Consumption and Consumer Use Credit would provide relief to residents, funding is on top of $37.3 million in relief already allocated this fiscal year
As part of his upcoming budget proposal, Gov. Rick Snyder will ask the Legislature to approve a $30 million water consumption credit plan for the residents of Flint to keep their water service on and eliminate the need to pay for water they cannot completely trust to drink.
The governor’s proposal is part of the 2016-2017 Fiscal Year budget he will present to lawmakers next week, and calls for a new Consumption and Consumer Use Credit the city of Flint could apply to residents’ water bills until state, federal, and independent water quality officials certify the water is safe for consumption.
“I agree with Flint residents, that they should not have to pay for water they cannot drink,” Snyder said. “My budget recommendation will include the request for the state to make payments to the city’s water system for residential bills going back to April 2014.”
Under the governor’s ask, the funding would enable the city of Flint to apply credits for customers on future bills. Estimates show water is roughly 47 percent of billing and sewer costs are around 53 percent.

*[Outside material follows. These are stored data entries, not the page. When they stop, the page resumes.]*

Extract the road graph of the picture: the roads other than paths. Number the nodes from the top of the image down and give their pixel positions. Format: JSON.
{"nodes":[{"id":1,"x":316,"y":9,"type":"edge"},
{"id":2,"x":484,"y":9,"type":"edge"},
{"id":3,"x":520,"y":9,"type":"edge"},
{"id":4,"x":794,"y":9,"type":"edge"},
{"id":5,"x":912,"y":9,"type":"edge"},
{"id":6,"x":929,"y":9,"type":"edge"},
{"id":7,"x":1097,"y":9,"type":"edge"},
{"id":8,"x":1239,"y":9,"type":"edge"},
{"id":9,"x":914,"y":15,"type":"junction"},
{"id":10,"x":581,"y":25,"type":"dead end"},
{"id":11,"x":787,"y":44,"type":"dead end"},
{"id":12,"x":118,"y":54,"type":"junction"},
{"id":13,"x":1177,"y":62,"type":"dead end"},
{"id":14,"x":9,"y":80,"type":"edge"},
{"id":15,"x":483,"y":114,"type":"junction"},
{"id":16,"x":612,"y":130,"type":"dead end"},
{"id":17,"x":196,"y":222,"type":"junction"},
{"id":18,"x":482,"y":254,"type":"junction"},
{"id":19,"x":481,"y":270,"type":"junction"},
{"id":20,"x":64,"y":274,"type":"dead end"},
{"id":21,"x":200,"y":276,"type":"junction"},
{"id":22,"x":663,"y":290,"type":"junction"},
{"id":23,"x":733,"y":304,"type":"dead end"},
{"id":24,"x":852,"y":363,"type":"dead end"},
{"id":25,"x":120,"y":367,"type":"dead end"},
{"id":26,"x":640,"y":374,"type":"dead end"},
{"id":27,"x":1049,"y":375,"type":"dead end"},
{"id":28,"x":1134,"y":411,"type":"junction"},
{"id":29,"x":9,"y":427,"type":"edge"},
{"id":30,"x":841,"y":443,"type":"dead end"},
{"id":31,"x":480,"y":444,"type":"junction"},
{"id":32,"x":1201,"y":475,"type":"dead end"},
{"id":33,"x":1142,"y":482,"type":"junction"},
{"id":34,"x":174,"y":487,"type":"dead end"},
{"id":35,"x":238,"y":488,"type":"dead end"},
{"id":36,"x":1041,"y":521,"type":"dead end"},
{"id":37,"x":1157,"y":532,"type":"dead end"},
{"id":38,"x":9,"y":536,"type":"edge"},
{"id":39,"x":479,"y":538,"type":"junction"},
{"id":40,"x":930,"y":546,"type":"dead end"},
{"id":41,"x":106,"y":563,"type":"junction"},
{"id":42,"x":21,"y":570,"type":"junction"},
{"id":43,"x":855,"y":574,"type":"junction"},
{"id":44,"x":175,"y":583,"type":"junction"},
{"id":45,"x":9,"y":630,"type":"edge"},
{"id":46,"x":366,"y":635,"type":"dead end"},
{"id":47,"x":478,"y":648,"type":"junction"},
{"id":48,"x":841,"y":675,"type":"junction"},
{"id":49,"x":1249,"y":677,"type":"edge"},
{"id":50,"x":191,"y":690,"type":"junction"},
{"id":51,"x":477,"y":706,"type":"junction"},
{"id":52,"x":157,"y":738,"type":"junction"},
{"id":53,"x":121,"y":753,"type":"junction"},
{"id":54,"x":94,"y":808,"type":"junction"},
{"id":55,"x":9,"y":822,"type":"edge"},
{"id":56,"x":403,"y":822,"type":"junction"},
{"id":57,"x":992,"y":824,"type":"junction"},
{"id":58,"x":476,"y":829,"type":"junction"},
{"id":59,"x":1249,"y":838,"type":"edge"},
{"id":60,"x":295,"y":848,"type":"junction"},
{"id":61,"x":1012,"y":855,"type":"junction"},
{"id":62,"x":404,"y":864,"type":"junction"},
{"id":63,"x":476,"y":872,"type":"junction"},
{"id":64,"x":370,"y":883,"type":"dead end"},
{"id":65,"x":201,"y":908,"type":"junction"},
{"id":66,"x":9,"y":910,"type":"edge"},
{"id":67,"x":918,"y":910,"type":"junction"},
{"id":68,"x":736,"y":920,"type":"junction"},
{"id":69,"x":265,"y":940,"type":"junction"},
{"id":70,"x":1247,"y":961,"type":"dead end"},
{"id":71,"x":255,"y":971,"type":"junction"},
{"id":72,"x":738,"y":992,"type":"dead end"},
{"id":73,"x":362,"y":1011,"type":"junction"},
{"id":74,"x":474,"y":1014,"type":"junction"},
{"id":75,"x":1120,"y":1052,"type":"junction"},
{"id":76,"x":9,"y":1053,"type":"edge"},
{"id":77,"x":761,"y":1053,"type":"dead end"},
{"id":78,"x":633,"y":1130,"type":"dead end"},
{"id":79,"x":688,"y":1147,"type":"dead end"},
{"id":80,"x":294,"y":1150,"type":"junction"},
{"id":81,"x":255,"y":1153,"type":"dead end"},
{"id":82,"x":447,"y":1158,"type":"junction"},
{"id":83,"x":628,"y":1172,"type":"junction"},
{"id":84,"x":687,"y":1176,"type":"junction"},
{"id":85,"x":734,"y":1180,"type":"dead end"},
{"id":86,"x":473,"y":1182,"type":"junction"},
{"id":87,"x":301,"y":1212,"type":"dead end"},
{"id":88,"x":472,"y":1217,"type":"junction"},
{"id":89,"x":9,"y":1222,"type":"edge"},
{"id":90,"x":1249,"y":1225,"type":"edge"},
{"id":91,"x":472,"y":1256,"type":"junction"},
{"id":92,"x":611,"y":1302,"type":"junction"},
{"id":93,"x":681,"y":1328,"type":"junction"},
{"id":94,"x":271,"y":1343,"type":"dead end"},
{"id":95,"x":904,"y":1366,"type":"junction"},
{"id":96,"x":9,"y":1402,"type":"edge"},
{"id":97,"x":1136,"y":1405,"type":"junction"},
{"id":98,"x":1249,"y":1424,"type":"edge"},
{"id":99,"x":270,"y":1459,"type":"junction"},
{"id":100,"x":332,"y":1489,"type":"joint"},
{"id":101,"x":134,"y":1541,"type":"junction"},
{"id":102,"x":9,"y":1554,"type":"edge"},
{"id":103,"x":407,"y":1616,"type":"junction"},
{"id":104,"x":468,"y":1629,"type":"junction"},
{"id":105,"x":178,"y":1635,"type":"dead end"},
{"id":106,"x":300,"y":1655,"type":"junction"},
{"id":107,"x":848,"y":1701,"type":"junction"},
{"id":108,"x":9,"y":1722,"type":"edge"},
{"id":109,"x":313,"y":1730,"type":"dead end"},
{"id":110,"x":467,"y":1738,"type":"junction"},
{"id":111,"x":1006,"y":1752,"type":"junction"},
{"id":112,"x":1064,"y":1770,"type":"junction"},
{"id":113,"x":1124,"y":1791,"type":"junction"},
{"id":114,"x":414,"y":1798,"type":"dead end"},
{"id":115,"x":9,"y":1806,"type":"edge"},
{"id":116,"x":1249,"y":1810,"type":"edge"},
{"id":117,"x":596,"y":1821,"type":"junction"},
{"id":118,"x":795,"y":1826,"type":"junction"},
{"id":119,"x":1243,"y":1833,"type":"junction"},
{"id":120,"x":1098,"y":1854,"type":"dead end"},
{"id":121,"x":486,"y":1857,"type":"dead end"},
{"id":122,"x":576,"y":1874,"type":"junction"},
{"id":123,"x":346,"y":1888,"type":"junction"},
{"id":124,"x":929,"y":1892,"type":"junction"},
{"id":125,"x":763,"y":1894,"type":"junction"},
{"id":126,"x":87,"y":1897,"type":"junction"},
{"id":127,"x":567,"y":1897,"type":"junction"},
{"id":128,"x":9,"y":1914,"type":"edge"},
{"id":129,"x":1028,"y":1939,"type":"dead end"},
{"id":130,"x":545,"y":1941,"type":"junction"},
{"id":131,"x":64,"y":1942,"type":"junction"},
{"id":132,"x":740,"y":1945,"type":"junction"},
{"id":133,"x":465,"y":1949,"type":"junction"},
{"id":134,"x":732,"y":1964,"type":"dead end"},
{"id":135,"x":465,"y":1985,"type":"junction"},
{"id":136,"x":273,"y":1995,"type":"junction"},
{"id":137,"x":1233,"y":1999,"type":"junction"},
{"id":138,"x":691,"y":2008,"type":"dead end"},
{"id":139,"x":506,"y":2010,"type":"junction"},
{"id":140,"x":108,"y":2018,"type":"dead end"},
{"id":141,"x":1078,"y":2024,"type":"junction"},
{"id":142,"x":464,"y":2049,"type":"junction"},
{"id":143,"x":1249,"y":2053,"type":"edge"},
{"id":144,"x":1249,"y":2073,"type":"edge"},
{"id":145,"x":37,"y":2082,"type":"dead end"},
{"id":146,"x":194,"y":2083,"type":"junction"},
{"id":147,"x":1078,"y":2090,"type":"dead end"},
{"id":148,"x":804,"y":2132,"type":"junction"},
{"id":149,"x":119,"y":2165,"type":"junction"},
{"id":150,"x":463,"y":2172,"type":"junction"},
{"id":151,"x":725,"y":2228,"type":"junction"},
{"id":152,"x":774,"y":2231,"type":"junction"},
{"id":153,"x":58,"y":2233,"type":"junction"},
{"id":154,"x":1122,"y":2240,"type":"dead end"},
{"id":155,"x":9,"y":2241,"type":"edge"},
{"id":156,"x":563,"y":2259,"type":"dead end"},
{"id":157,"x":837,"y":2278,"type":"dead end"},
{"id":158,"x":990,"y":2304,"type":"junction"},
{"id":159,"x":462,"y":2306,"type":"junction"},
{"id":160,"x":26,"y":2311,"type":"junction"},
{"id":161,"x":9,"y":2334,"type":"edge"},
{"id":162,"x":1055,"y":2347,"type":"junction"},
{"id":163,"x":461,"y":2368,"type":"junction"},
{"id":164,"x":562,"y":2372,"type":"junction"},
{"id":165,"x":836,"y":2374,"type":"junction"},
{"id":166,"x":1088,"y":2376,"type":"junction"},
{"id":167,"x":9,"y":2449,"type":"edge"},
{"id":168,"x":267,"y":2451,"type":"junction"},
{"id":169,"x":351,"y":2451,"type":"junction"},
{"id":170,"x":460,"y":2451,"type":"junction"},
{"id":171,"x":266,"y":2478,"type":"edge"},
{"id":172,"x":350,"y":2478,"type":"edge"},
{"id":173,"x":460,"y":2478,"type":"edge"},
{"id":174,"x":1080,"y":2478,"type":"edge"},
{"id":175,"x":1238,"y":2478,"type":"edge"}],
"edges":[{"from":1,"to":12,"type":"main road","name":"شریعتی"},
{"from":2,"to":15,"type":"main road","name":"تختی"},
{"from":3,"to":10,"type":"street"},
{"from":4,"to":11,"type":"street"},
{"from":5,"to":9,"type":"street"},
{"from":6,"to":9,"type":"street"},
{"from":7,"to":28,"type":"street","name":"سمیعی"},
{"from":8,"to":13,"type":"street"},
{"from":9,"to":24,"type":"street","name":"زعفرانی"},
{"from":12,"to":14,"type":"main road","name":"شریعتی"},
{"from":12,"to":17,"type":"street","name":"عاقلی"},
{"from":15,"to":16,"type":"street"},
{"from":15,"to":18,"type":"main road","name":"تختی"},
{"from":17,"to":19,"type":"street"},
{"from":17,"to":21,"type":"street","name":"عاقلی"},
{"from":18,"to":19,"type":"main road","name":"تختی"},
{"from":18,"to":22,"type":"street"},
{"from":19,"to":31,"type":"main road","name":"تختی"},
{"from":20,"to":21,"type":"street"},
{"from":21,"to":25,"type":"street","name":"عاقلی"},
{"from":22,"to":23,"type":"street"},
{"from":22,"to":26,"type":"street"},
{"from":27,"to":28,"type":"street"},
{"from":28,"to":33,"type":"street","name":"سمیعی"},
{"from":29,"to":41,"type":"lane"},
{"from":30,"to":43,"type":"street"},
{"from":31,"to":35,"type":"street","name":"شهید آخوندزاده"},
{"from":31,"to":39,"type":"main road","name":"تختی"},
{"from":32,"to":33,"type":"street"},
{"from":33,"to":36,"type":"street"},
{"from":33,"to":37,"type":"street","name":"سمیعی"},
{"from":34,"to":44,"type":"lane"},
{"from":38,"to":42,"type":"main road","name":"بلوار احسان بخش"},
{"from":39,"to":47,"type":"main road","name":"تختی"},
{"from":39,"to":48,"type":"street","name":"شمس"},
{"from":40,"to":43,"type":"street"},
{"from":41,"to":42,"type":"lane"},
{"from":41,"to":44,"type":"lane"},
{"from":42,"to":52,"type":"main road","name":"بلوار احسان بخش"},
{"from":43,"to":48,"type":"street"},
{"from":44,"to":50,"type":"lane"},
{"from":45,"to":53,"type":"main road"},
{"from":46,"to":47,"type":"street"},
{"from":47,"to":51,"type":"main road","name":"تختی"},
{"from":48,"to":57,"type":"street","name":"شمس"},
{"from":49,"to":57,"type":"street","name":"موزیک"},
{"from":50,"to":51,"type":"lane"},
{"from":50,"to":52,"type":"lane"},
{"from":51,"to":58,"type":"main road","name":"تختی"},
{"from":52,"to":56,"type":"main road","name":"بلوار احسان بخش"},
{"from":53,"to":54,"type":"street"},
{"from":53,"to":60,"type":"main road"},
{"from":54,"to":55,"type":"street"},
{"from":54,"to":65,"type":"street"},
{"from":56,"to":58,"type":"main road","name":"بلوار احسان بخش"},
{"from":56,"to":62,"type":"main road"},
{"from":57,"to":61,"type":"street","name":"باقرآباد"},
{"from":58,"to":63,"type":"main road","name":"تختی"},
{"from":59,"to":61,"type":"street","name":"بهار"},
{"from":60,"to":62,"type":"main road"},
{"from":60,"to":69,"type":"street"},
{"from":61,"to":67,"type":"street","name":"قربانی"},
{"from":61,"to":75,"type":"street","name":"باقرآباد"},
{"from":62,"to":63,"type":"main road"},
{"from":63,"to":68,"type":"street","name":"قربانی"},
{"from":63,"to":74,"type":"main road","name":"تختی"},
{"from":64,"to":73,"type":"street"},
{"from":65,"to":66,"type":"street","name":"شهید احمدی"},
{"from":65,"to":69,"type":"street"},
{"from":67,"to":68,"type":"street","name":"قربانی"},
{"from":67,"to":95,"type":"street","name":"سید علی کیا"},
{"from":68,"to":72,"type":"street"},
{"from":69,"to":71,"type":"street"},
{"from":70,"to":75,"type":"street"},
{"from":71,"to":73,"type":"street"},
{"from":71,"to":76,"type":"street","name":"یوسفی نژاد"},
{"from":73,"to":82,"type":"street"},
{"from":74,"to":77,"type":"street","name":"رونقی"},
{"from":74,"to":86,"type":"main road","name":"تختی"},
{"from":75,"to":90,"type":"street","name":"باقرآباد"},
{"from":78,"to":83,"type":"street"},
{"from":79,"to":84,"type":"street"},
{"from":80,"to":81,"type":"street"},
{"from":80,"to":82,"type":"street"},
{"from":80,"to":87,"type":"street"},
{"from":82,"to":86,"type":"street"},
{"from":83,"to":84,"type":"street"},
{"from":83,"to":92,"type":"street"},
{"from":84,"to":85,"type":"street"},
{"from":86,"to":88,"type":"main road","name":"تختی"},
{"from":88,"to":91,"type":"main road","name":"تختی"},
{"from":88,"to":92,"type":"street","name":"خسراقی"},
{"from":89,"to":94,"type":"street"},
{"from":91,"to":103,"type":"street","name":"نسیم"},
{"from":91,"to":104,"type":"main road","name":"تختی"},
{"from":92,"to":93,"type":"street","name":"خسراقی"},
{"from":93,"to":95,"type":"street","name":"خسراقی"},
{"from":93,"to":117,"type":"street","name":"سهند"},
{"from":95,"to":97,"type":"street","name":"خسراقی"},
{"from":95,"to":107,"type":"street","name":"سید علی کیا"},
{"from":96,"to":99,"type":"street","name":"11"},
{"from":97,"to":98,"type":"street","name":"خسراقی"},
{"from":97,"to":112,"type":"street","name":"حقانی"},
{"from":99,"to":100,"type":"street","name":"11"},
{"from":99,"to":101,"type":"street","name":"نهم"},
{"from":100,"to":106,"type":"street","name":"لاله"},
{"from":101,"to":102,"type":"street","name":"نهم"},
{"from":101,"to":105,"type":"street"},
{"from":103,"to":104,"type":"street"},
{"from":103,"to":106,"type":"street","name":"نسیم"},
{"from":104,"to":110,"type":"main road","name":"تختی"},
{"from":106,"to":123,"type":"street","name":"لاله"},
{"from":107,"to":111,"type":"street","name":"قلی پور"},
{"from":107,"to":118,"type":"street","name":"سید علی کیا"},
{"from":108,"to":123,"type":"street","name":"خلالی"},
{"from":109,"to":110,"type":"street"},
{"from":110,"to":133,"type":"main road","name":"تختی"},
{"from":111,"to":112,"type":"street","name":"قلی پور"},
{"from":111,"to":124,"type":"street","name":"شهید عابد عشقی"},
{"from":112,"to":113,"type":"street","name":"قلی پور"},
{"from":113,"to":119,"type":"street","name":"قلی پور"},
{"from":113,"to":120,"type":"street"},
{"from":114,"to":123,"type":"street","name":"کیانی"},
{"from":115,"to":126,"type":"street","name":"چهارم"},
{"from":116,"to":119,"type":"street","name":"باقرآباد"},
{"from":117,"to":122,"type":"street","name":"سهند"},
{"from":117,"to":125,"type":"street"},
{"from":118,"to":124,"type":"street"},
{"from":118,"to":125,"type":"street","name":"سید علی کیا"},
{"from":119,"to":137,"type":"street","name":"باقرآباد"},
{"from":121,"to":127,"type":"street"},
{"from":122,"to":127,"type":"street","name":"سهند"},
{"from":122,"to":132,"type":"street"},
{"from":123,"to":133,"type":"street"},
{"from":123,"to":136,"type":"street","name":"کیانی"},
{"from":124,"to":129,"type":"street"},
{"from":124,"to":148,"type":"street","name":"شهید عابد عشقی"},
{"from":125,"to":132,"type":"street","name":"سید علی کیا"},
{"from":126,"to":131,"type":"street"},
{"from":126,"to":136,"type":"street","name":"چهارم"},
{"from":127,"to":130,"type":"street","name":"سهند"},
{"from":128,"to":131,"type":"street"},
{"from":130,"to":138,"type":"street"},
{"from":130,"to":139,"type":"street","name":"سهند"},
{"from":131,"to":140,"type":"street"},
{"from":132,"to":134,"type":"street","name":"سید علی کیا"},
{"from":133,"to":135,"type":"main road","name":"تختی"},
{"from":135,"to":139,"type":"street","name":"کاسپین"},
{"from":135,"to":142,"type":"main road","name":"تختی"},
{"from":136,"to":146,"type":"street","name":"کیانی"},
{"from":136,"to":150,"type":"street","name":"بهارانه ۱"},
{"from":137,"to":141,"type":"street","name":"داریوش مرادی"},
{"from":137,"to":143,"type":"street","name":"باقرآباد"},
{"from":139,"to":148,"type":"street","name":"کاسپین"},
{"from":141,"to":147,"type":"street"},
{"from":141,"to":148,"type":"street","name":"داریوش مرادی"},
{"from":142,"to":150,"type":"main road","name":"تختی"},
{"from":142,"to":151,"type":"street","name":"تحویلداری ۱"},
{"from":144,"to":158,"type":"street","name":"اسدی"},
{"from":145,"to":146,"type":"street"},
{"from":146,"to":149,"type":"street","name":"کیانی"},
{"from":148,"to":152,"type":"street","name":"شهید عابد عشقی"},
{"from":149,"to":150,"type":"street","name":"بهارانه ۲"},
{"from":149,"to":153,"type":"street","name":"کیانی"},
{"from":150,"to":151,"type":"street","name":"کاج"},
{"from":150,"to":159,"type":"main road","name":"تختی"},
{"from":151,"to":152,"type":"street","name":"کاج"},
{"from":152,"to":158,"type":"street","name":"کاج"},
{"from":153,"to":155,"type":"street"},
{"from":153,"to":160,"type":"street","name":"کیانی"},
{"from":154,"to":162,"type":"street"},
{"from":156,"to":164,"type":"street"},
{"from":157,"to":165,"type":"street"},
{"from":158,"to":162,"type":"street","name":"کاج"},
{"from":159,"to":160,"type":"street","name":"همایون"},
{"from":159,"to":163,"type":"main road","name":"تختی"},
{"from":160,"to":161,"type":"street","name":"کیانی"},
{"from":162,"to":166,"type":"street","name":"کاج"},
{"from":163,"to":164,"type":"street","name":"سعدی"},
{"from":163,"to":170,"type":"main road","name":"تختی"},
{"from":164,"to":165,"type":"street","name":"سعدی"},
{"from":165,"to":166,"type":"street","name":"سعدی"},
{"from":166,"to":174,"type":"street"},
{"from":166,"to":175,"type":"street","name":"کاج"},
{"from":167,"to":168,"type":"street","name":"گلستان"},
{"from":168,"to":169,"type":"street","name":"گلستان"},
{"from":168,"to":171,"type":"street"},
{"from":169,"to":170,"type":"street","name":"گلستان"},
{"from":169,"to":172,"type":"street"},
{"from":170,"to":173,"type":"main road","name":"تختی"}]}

The credit would be applied to consumption usage (roughly 65 percent) of a resident’s water portion of the bill. Residents still would be responsible for paying the sewer portion of their water bills.
The $30 million recommendation is part of the governor’s formal budget request to the Legislature.
The credit would not take effect until the budget goes through the full state budget process, including vetting and approval by House and Senate committees as well as a vote of both chambers.
Bill credits for residents going back to April 2014 is part of the governor’s longer-term approach to the crisis and if enacted will help ensure the fiscal stability and structural integrity of the city’s water system.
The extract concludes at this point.